Sunday, May 24, 2009

guinea pig...

a couple of months back, i got a phone call from a medical research company. i had contacted them about five years ago because i had stumbled across something interesting while doing some web research on stuttering. when i contacted them five years ago, they were in the initial stages of a clinical trial for a drug to treat persistent developmental stuttering.

the drug, pagoclone, had been developed and tested as a mild anxiolytic, but the clinical trials resulted in the drug manufacturer declining to proceed with marketing the drug, not because of any safety concerns, but because as an anxiolytic it did not bring anything to the marketplace to justify further development. in one of those twists of fate, a doctor in california had a couple of volunteers for the anxiety study who stuttered. the doctor noticed that during the study, while they were on the drug, their stuttering improved markedly. when the study ended and the drug was withdrawn, the stutterers returned to 'normal.' based on those results, the drug company made the decision to pursue marketing pagoclone for the treatment of persistent developmental stuttering.

i had contacted the atlanta institute of medicine and research in 2004 about participating in the study. i made the decision then that i would not participate, in part because the trial would be conducted from atlanta and making repeated trips to atlanta with my ten year old car did not seem like the best idea.

in early march, i got a call from the atlanta institute and was asked if i would be interested in participating in this stage of the trial. i agreed to sign on as a volunteer, though in truth, i had not fully considered how long a one day trip to atlanta and back would be. i made the initial trip to atlanta on march 18, where i was given a physical examination and videoed to determine that my stuttering met the needs of the study. on march 20, i got a call from wake research associates in raleigh asking if i wanted to participate in the study. given the fact that it is half the distance to raleigh that it is to atlanta, i dis-enrolled in the atlanta study and enrolled in the raleigh study instead. i had to have another physical examination and i was videoed stuttering again.

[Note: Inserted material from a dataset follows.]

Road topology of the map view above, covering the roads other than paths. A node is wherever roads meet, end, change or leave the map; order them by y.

this past monday, i went back to raleigh, was videoed stuttering again and given my first three courses of gel-caps. as the study is being conducted as a double-blind for the next 32 weeks, i do not know what i am taking at present. there are three groups in the 32-week study, one group gets 30mg b.i.d., one group 60 mg b.i.d., and one group takes a placebo. at some point during the study, half of the first group and half of the second group will be given a placebo for 15 weeks, while half of the palcebo group will get 7.5mg b.i.d. for 15 weeks.

the hardest part of the study is being videoed stuttering. the instructions are to speak in my normal voice and not use any of the tricks or devices that i have used to not stutter. the difficulty with that is two-fold. first, being videoed stuttering is very stressful. i've stuttered for over 50 years and i still don't enjoy it. it is still personally upsetting and embarrassing. the other thing is, i have spent most of the last 50 years trying not to stutter. i have tried so many different strategies that i can't even remember what they are.

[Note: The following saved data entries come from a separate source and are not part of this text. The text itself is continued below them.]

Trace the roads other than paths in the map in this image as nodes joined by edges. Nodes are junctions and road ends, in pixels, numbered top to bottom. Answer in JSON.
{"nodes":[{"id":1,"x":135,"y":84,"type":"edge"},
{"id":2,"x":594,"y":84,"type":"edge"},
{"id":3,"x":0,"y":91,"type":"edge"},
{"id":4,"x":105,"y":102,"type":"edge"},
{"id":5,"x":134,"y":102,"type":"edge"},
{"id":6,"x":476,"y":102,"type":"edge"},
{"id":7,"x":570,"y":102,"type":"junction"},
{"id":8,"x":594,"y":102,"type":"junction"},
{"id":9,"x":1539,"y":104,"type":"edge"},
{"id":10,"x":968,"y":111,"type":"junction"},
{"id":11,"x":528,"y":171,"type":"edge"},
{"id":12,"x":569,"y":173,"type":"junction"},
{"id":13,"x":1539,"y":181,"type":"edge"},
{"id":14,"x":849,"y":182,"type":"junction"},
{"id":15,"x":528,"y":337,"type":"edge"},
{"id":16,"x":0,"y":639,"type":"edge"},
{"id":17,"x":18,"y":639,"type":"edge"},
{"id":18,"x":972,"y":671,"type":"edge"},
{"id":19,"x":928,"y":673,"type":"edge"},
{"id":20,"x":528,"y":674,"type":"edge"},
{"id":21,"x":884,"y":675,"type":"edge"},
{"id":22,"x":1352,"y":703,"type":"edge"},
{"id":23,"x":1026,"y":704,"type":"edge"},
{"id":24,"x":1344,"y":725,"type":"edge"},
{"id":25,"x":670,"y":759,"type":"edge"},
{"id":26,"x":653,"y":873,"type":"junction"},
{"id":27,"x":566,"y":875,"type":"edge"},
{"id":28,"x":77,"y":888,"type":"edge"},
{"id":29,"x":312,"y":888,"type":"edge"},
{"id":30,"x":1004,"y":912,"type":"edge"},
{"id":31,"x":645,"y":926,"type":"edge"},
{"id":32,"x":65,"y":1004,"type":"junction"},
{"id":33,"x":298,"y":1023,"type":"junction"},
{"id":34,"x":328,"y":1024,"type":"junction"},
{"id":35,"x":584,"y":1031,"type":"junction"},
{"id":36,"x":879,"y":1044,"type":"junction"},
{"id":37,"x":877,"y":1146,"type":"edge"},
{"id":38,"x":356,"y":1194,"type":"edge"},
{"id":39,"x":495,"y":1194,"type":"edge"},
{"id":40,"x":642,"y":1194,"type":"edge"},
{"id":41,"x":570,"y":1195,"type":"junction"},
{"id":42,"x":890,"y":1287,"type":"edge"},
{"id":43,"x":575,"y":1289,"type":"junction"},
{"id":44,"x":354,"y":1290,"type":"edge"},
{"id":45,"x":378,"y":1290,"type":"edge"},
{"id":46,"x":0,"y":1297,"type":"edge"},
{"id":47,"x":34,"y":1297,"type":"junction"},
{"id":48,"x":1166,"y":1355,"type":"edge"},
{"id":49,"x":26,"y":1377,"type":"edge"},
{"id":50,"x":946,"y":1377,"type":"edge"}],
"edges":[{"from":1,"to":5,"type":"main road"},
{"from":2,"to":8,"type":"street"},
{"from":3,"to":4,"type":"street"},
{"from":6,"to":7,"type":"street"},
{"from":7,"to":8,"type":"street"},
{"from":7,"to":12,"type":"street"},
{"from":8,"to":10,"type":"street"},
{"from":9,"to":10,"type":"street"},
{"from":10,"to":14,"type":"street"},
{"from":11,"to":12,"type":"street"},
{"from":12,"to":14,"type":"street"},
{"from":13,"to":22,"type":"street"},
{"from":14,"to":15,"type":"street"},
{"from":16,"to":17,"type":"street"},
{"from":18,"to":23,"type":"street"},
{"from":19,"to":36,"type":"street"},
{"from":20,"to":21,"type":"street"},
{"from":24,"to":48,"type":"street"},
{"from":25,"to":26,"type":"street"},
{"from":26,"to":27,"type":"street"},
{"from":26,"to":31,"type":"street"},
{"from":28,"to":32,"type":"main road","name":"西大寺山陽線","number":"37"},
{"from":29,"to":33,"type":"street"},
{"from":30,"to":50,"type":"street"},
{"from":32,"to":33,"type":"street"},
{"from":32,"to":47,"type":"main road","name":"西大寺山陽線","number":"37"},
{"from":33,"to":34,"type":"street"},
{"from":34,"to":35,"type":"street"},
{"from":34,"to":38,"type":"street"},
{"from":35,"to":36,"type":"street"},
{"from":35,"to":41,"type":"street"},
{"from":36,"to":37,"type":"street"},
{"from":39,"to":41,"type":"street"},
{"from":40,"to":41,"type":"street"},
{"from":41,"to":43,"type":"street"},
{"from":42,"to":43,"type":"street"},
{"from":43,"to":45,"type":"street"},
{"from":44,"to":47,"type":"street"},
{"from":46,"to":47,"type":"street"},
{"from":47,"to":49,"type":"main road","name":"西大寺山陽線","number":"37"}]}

the reason that i agreed to participate in this study in the first place was not necessarily for myself. i have pretty much made my peace with my speech. it no longer dominates my life as it did at one time many years ago. it took a little time for me to realize it, but there are much, much worse problems that a person could have. given that, stuttering is hardly worth the concern.

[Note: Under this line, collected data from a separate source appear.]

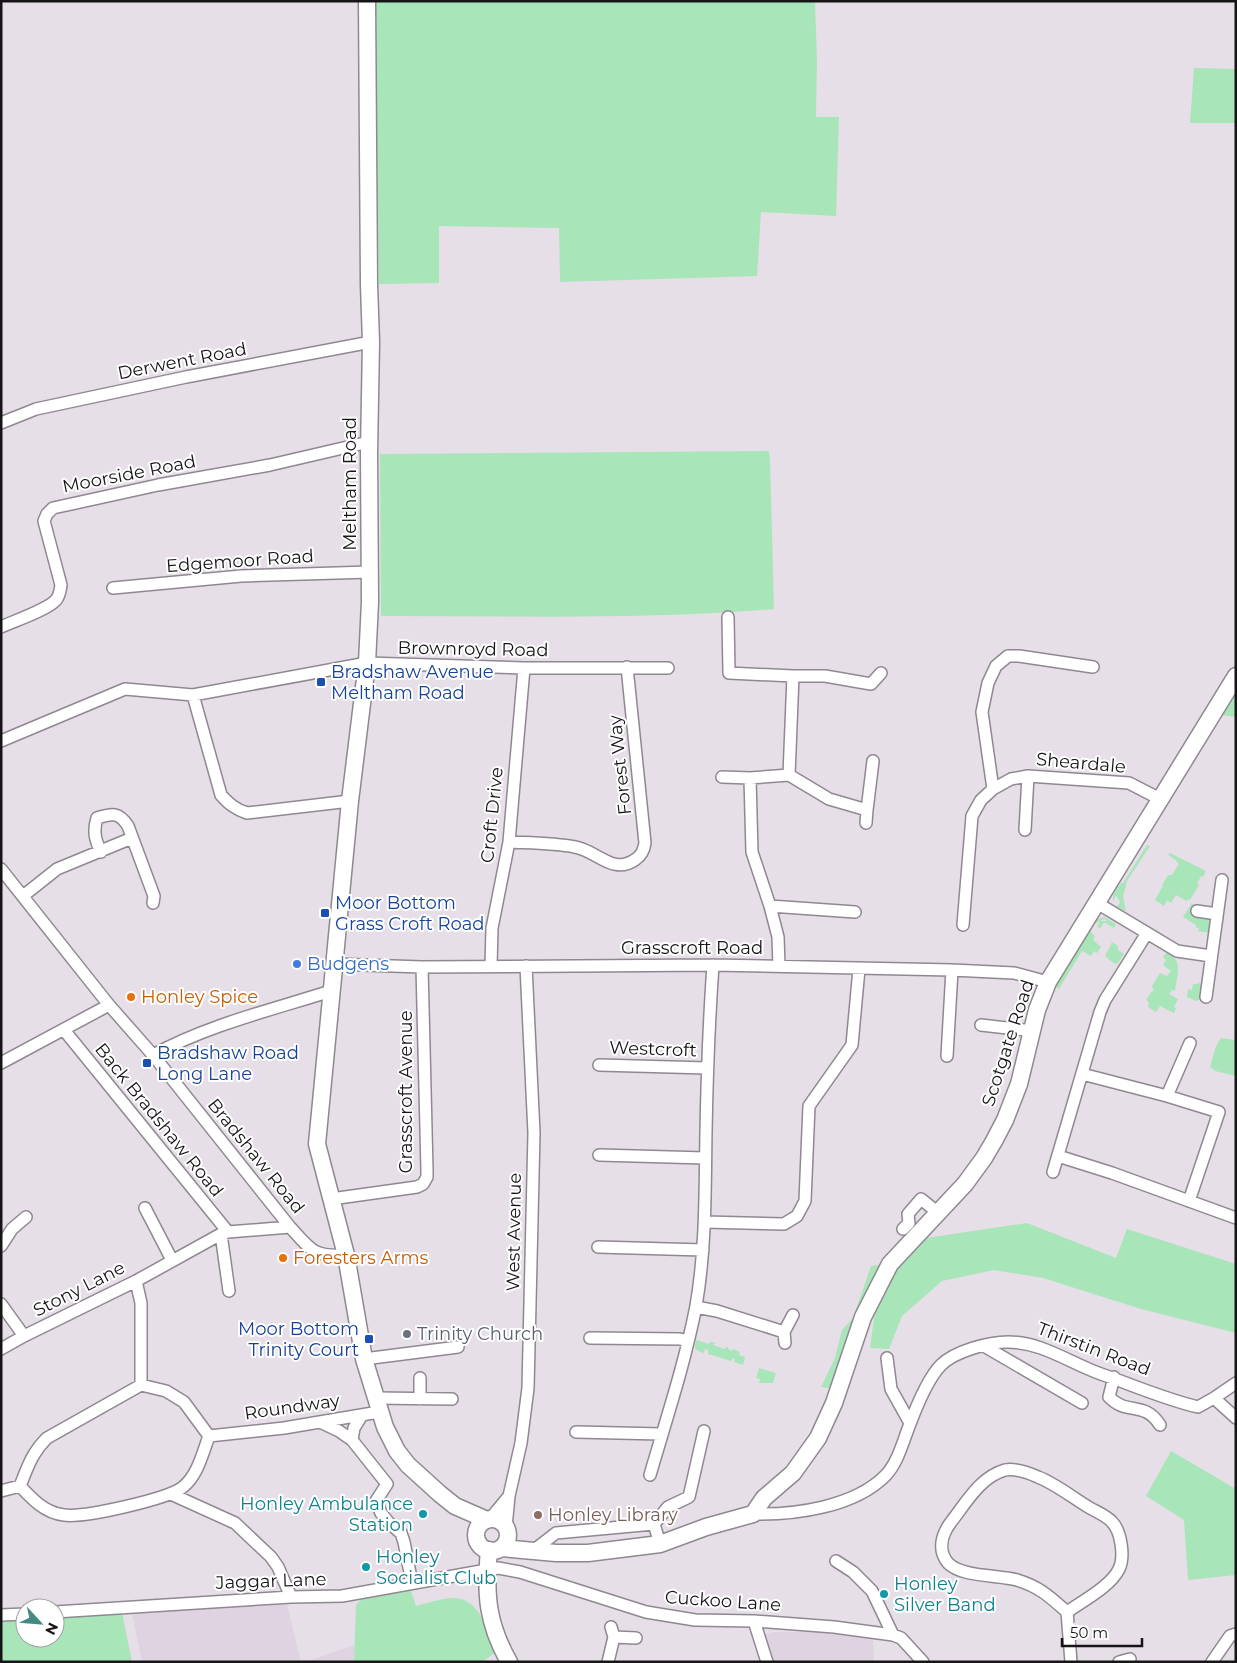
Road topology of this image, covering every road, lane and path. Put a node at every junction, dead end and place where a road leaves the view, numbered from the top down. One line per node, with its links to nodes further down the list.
1 (367, 1): 2 (street, Meltham Road)
2 (371, 342): 3 (street, Derwent Road); 4 (street, Meltham Road)
3 (1, 423)
4 (369, 442): 5 (street, Meltham Road); 8 (street, Moorside Road)
5 (370, 572): 6 (street, Edgemoor Road); 9 (street, Meltham Road)
6 (113, 588)
7 (728, 618): 15 (street)
8 (1, 627)
9 (367, 664): 12 (street, Brownroyd Road); 17 (street, Brownroyd Road); 26 (street, Meltham Road)
10 (628, 667): 12 (street, Brownroyd Road); 13 (street, Brownroyd Road); 31 (street, Forest Way)
11 (1093, 667): 24 (street)
12 (524, 668): 31 (street, Croft Drive)
13 (668, 668)
14 (881, 673): 15 (street)
15 (793, 676): 20 (street)
16 (1236, 676): 25 (street, Scotgate Road)
17 (193, 694): 18 (street, Brownroyd Road); 26 (street)
18 (1, 741)
19 (873, 761): 27 (street)
20 (789, 775): 23 (street); 27 (street)
21 (1028, 776): 24 (street, Sheardale); 25 (street, Sheardale); 29 (street)
22 (722, 777): 23 (street)
23 (750, 778): 38 (street)
24 (993, 789): 42 (street, Sheardale)
25 (1160, 799): 37 (street, Scotgate Road)
26 (350, 801): 45 (street, Meltham Road)
27 (867, 810): 28 (street)
28 (866, 823)
29 (1025, 830)
30 (132, 838): 32 (street); 32 (street); 36 (street)
31 (509, 842): 47 (street, Croft Drive)
32 (101, 852): 35 (street)
33 (1, 870): 35 (street, Bradshaw Road)
34 (1222, 880): 41 (street)
35 (23, 896): 56 (street, Bradshaw Road)
36 (152, 903)
37 (1097, 903): 43 (street); 53 (street, Scotgate Road)
38 (770, 906): 40 (street); 49 (street)
39 (1197, 911): 41 (street)
40 (854, 912)
41 (1218, 914): 44 (street)
42 (963, 925)
43 (1147, 933): 44 (street); 66 (street)
44 (1211, 956): 55 (street)
45 (334, 964): 50 (street, Grasscroft Road); 54 (street, Meltham Road)
46 (713, 965): 48 (street, Grasscroft Road); 49 (street, Grasscroft Road); 65 (street, Westcroft)
47 (492, 966): 48 (street, Grasscroft Road); 50 (street, Grasscroft Road)
48 (526, 966): 123 (street, West Avenue)
49 (779, 966): 51 (street, Grasscroft Road)
50 (422, 967): 72 (street, Grasscroft Avenue)
51 (859, 969): 52 (street, Grasscroft Road); 78 (street)
52 (952, 970): 53 (street, Grasscroft Road); 62 (street)
53 (1048, 982): 59 (street, Scotgate Road)
54 (330, 991): 61 (street); 72 (street, Meltham Road)
55 (1206, 997)
56 (109, 1005): 58 (street); 61 (street, Bradshaw Road)
57 (981, 1025): 59 (street)
58 (64, 1030): 63 (street); 81 (street, Back Bradshaw Road)
59 (1033, 1031): 75 (street, Scotgate Road)
60 (1190, 1043): 67 (street)
61 (153, 1055): 79 (street, Bradshaw Road)
62 (947, 1056)
63 (1, 1063)
64 (599, 1065): 65 (street, Westcroft)
65 (707, 1068): 70 (street, Westcroft)
66 (1082, 1074): 67 (street); 69 (street)
67 (1167, 1096): 73 (street)
68 (599, 1155): 70 (street)
69 (1058, 1156): 71 (street); 73 (street)
70 (705, 1158): 78 (street, Westcroft)
71 (1053, 1172)
72 (331, 1199): 85 (street, Meltham Road)
73 (1189, 1201): 77 (street)
74 (146, 1208): 86 (street)
75 (937, 1212): 80 (street); 125 (street, Scotgate Road)
76 (26, 1217): 82 (street)
77 (1236, 1218)
78 (705, 1222): 84 (street, Westcroft)
79 (290, 1227): 81 (street, Stony Lane); 85 (street, Bradshaw Road)
80 (903, 1229)
81 (225, 1233): 86 (street, Stony Lane); 88 (street)
82 (1, 1246)
83 (598, 1247): 84 (street)
84 (703, 1250): 90 (street, Westcroft)
85 (346, 1255): 99 (street, Meltham Road)
86 (172, 1260): 87 (street, Stony Lane)
87 (136, 1281): 92 (street, Stony Lane); 103 (street)
88 (229, 1292)
89 (1, 1304): 92 (street)
90 (696, 1307): 91 (street); 94 (street, Westcroft)
91 (792, 1315)
92 (24, 1336): 97 (street, Stony Lane)
93 (590, 1338): 94 (street)
94 (688, 1341): 116 (street, Westcroft)
95 (984, 1346): 100 (street, Thirstin Road); 107 (street); 112 (street, Thirstin Road)
96 (458, 1347): 99 (street)
97 (1, 1349)
98 (888, 1358): 112 (street)
99 (364, 1359): 108 (street, Meltham Road)
100 (1114, 1377): 105 (street, Thirstin Road); 113 (street)
101 (420, 1378): 104 (street)
102 (1236, 1383): 105 (street, Thirstin Road)
103 (141, 1385): 117 (street); 120 (street)
104 (420, 1398): 106 (street, Roundway); 108 (street, Roundway)
105 (1214, 1398): 110 (street)
106 (452, 1399)
107 (1082, 1403)
108 (377, 1405): 109 (street, Roundway); 124 (street, Meltham Road)
109 (362, 1415): 111 (street, Roundway); 118 (street)
110 (1236, 1418)
111 (320, 1422): 117 (street, Roundway); 118 (street)
112 (910, 1423): 125 (street, Thirstin Road)
113 (1160, 1425)
114 (704, 1431): 127 (street)
115 (576, 1432): 116 (street)
116 (662, 1434): 119 (street, Westcroft)
117 (209, 1436): 122 (street)
118 (352, 1440): 135 (street)
119 (650, 1475)
120 (20, 1486): 121 (street); 122 (street)
121 (1, 1491)
122 (171, 1494): 136 (street)
123 (509, 1496): 126 (street, West Avenue); 128 (street, West Avenue)
124 (455, 1506): 126 (street); 129 (street)
125 (753, 1514): 130 (street, Thirstin Road)
126 (488, 1519): 128 (street); 129 (street)
127 (654, 1524): 130 (street); 132 (street)
128 (506, 1528): 131 (street); 132 (street, Thirstin Road)
129 (476, 1538): 131 (street)
130 (660, 1544): 132 (street, Thirstin Road)
131 (495, 1549): 132 (street, Thirstin Road); 134 (street)
132 (534, 1550)
133 (836, 1561): 143 (street)
134 (487, 1570): 135 (street, Jaggar Lane); 141 (street, Cuckoo Lane); 145 (street)
135 (412, 1582): 136 (street, Jaggar Lane)
136 (291, 1597): 137 (street, Jaggar Lane)
137 (65, 1611)
138 (1067, 1612): 138 (street); 149 (street)
139 (15, 1614): 140 (street)
140 (1, 1615)
141 (754, 1621): 143 (street, Cuckoo Lane); 147 (street)
142 (1236, 1634): 150 (street)
143 (897, 1637): 148 (street)
144 (636, 1638): 146 (street)
145 (509, 1662)
146 (608, 1662)
147 (767, 1662)
148 (923, 1662)
149 (1071, 1662)
150 (1212, 1662)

my reason for participating in the study is because i recognize that this drug has the potential of being a real game changer for some people. i remember what it was like as a teen and young adult struggling to find a place in the world and being so dreadfully self-conscious about my speech that i actually allowed it to impact practically every aspect of my life. if by participating in the study, i can help get a medication approved that could ease the way for someone's child to have an easier passage through the trials of early adulthood, i am happy to be on board. no one should wish they could end their life because of the way they speak.